- _Your objective_: Do any lines in the data below contain "nodes"? If so, copy every one of them.

(Records from a data source)
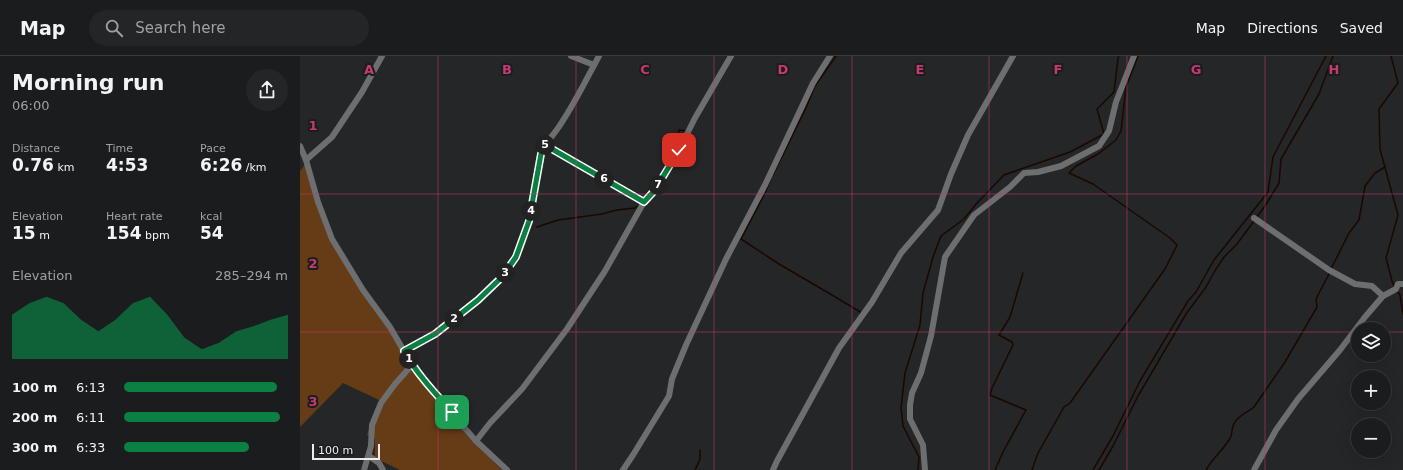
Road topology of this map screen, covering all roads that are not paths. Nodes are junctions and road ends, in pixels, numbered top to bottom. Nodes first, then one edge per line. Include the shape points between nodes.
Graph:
1 (382, 56) edge
2 (571, 56) edge
3 (599, 56) edge
4 (731, 56) edge
5 (830, 56) edge
6 (1013, 56) edge
7 (1134, 56) edge
8 (594, 65) junction
9 (545, 145) junction
10 (300, 146) edge
11 (306, 160) junction
12 (644, 202) junction
13 (1254, 218) dead end
14 (1399, 286) edge
15 (1384, 296) junction
16 (404, 351) junction
17 (412, 365) junction
18 (476, 441) junction
19 (369, 456) junction
20 (364, 470) edge
21 (383, 470) edge
22 (507, 470) edge
23 (622, 470) edge
24 (773, 470) edge
25 (925, 470) edge
26 (1254, 470) edge

1 - 11 street via 332,137
2 - 8 street
3 - 8 street
4 - 12 street via 679,150 655,190
5 - 23 street via 813,83 765,185 722,266 686,345 672,380 669,396
6 - 24 street via 968,135 938,210 901,253 872,302 839,348
7 - 25 street via 1116,102 1109,131 1099,146 1061,166 1024,173 974,215 945,256 931,336 910,405 910,419 924,445
8 - 9 street via 561,124
9 - 12 street
9 - 16 street via 541,154 529,221 516,257 502,277 478,300 435,334
10 - 11 street
11 - 16 street via 332,239
12 - 18 street via 605,271 567,329 522,389
13 - 15 street via 1331,270 1355,284 1372,286
14 - 15 street
15 - 26 street via 1287,414
16 - 17 street
17 - 18 street
17 - 19 street via 381,403 372,425
18 - 22 street
19 - 20 street
19 - 21 street via 379,463

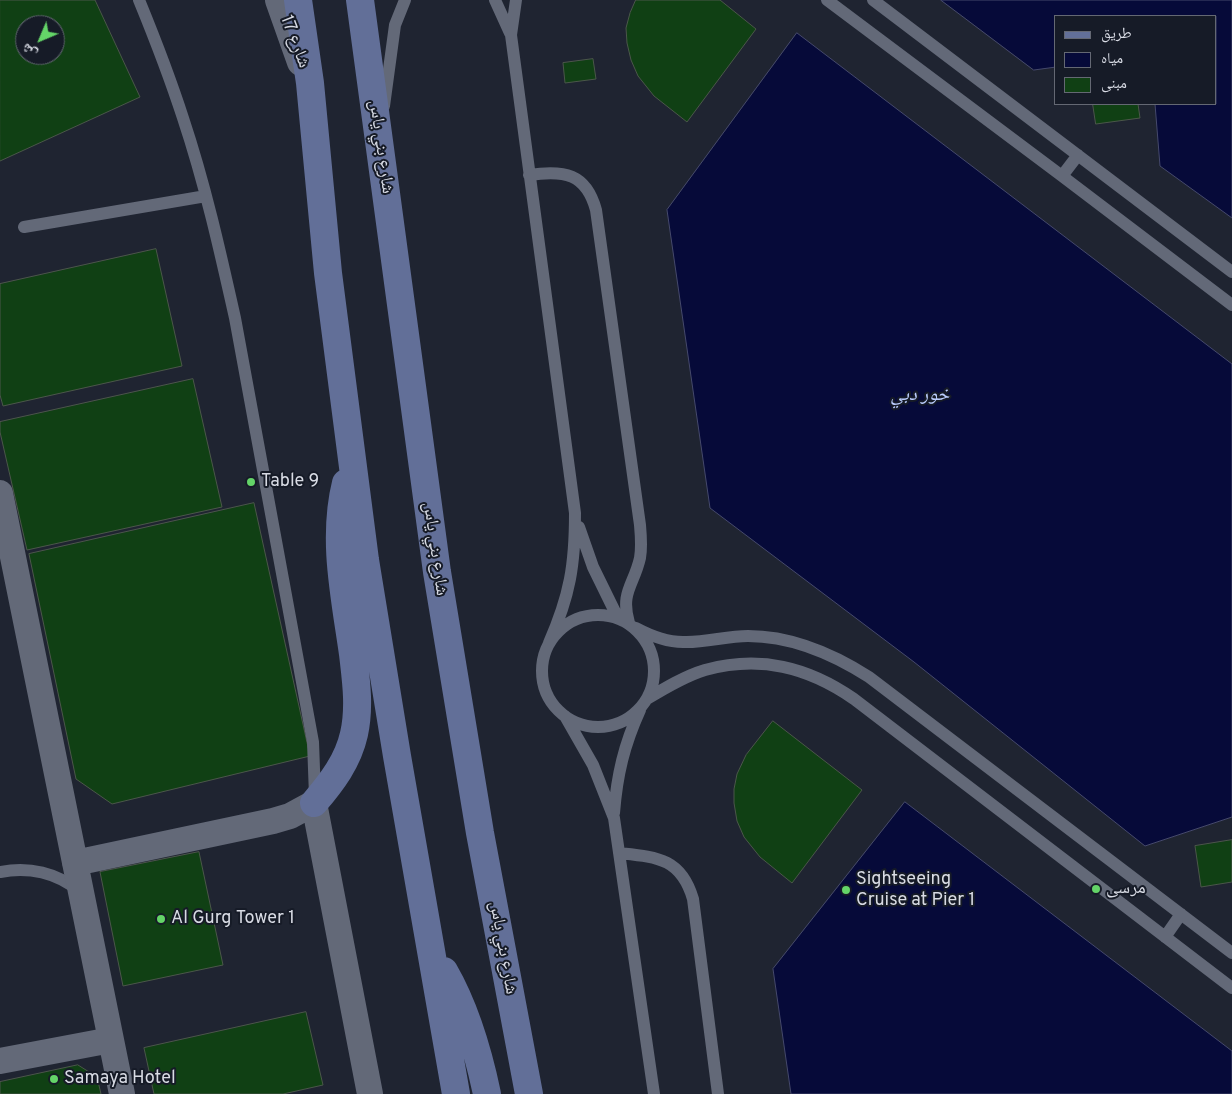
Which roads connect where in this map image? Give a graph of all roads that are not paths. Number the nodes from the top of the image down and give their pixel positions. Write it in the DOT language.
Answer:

- _Finished exercise_:
Road topology of this map screen, covering all roads that are not paths. Nodes are junctions and road ends, in pixels, numbered top to bottom. Nodes first, then one edge per line. Include the shape points between nodes.
Which roads connect where in this map image? Give a graph of all roads that are not paths. Number the nodes from the top of the image down and give their pixel positions. Write it in the DOT language.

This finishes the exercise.